The episode was released along with the other 10 in Rick and Morty season one on DVD and Blu-ray on October 7, 2014. "Anatomy Park" stars series creator Justin Roiland as both titular characters, Rick Sanchez and Morty Smith. Chris Parnell voices Jerry Smith, Sarah Chalke voices Beth Smith, and Spencer Grammer voices Summer Smith.

== Plot ==
On Christmas, Rick shrinks Morty and sends him inside the body of a homeless man named Reuben, once a doctor, to save his life. Inside Reuben's body is Anatomy Park (a parody of both Jurassic Park and Disneyland), which houses various deadly diseases that escape their enclosures. Morty meets the park staff, Poncho, Alexander, Annie and their leader Dr. Xenon Bloom. After fleeing from gonorrhea to the lungs, they discover that Reuben is suffering from tuberculosis but he dies just before Rick can cure him. Together they flee from the rampaging diseases and dangers, which results in Alexander's death while Annie eventually falls for Morty. They discover that Poncho betrayed them by giving Reuben the tuberculosis, and he is killed by bubonic plague. Morty tells them to get to Reuben's right nipple, and Dr. Bloom is devoured by E. coli bacteria operating a train for Morty and Annie to escape. Rick ultimately rescues Morty and Annie by enlarging Reuben's body to the size of the contiguous United States before detonating the body. Annie, Rick and Morty return to Earth, and Rick shrinks Annie for a future experiment.

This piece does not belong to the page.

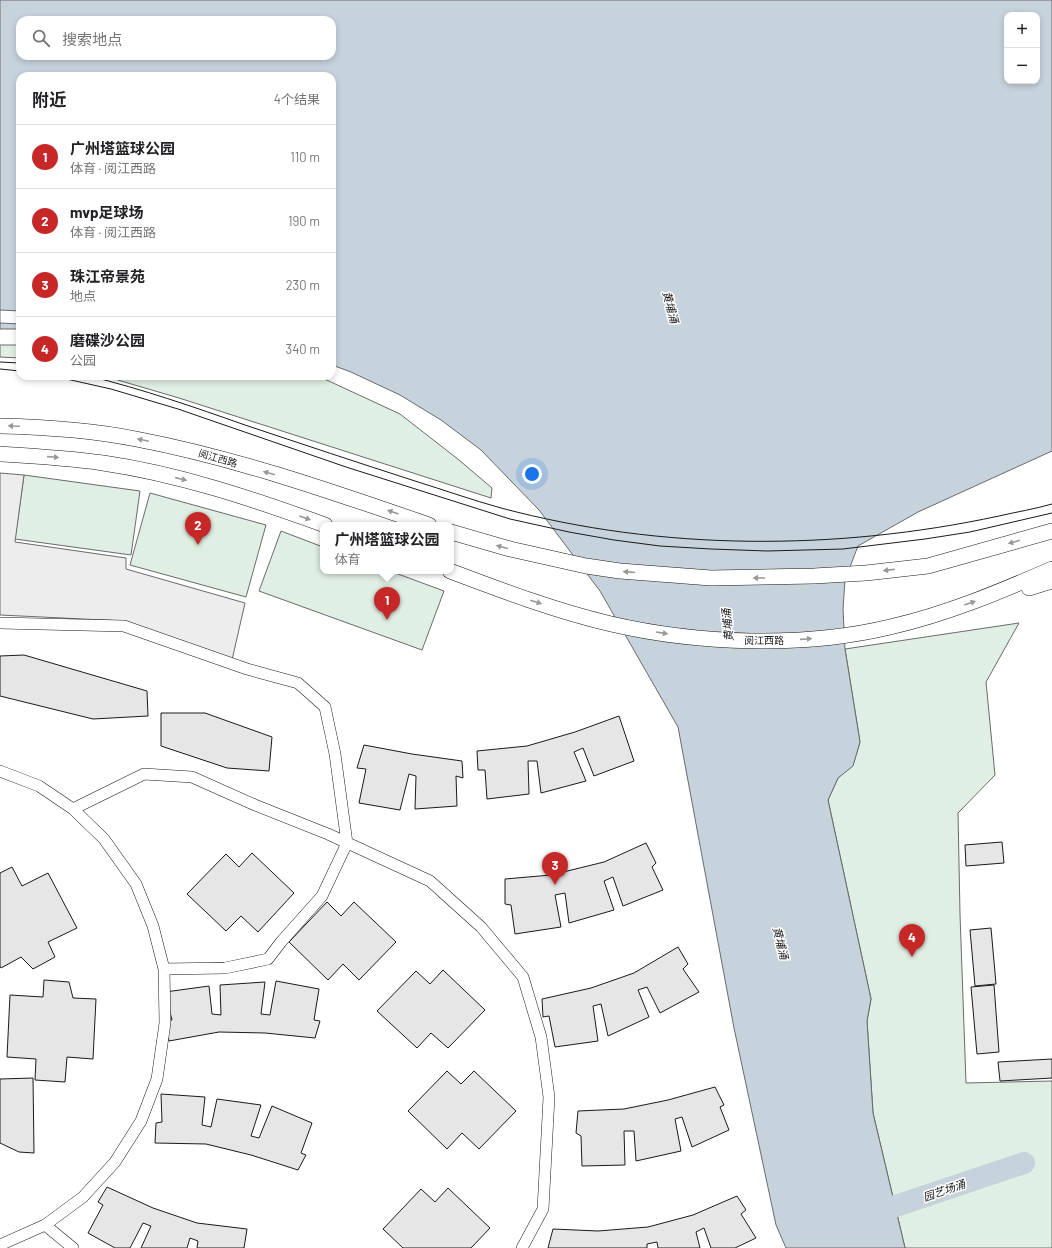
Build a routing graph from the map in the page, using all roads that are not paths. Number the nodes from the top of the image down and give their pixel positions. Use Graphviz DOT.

Meanwhile, at the family home, Jerry's parents visit along with a man named Jacob, and the family tries to bond without electronic devices at his demand. At lunch, Jerry is dismayed to discover his parents have been engaging in polyamory with Jacob, and soon comes to regret his wish for an electronic-free bonding. Summer's boyfriend Ethan makes an appearance, enraged over her digital absence, and they fight briefly before reconciling with Jacob's help. Suddenly, blood from Reuben's remains rains from the sky, enveloping the outdoors. Rick and Morty return to the living room, and Rick berates the family for engrossing themselves in their electronics on Christmas.

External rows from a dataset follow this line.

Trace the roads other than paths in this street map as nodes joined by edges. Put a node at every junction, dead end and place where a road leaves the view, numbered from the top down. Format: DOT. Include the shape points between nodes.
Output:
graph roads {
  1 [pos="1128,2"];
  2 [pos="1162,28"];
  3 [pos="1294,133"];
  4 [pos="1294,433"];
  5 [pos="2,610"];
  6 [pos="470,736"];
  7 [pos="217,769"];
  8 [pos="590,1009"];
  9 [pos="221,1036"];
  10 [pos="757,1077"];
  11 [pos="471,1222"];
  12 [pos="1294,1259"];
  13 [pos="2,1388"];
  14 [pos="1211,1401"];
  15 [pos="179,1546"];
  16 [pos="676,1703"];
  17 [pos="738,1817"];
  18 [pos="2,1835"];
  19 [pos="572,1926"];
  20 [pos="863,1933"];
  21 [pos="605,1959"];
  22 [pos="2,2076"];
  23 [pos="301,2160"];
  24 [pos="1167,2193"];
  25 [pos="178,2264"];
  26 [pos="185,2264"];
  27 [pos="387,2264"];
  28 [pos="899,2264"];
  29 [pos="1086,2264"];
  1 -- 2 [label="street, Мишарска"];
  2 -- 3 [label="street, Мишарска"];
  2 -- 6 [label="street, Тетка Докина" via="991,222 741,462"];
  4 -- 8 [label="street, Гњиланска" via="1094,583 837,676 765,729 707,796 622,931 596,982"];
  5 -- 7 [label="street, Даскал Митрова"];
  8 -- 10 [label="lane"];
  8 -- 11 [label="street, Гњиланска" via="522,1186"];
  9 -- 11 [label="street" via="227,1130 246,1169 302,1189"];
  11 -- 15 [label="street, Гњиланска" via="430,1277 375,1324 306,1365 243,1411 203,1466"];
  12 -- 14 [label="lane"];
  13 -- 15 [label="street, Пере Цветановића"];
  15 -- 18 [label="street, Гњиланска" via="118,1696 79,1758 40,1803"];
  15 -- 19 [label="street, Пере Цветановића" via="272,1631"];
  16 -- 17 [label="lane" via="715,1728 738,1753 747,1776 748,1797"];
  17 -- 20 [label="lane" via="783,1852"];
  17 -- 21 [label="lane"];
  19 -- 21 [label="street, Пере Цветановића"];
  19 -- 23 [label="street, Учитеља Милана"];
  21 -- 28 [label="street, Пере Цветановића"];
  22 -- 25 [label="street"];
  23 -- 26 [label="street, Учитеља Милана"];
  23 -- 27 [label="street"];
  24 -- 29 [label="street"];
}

In a post-credits scene, Rick contacts Annie and her new associates inside his new patient's body in hopes of recreating Anatomy Park. He hangs up in frustration after one member insults the concept of his ride, and the patient is revealed to be Summer's boyfriend, Ethan who then asks if he'll still be paid.

== Reception ==

=== Viewing figures ===
Upon its airing, the episode was viewed by 1.30 million American viewers.

=== Critical response ===
The first season has an approval rating of 96% on Rotten Tomatoes based on 28 reviews, with an average rating of 8.19 out of 10. The site's critics consensus reads, "Rick and Morty zaps onto screens and makes an instant impression with its vivid splashes of color, improvisational voice acting, and densely-plotted science fiction escapades -- bringing a surprising amount of heart to a cosmically heartless premise."

The A.V. Club praised the episode's B-story of Jerry's parents, Leonard and Joyce coming to town and revealing they are in a throuple with a young man named Jacob, much to Jerry's dismay, however the review criticized the Annie character, saying "Morty's brief affair with Annie is a weird bit that isn't really funny enough to justify the time spent on it; she's barely a character until the very end (when it she becomes interesting just long enough for Rick to shrink her again), and her shift from "vague contempt" to "intense sexual longing" is just kind of odd."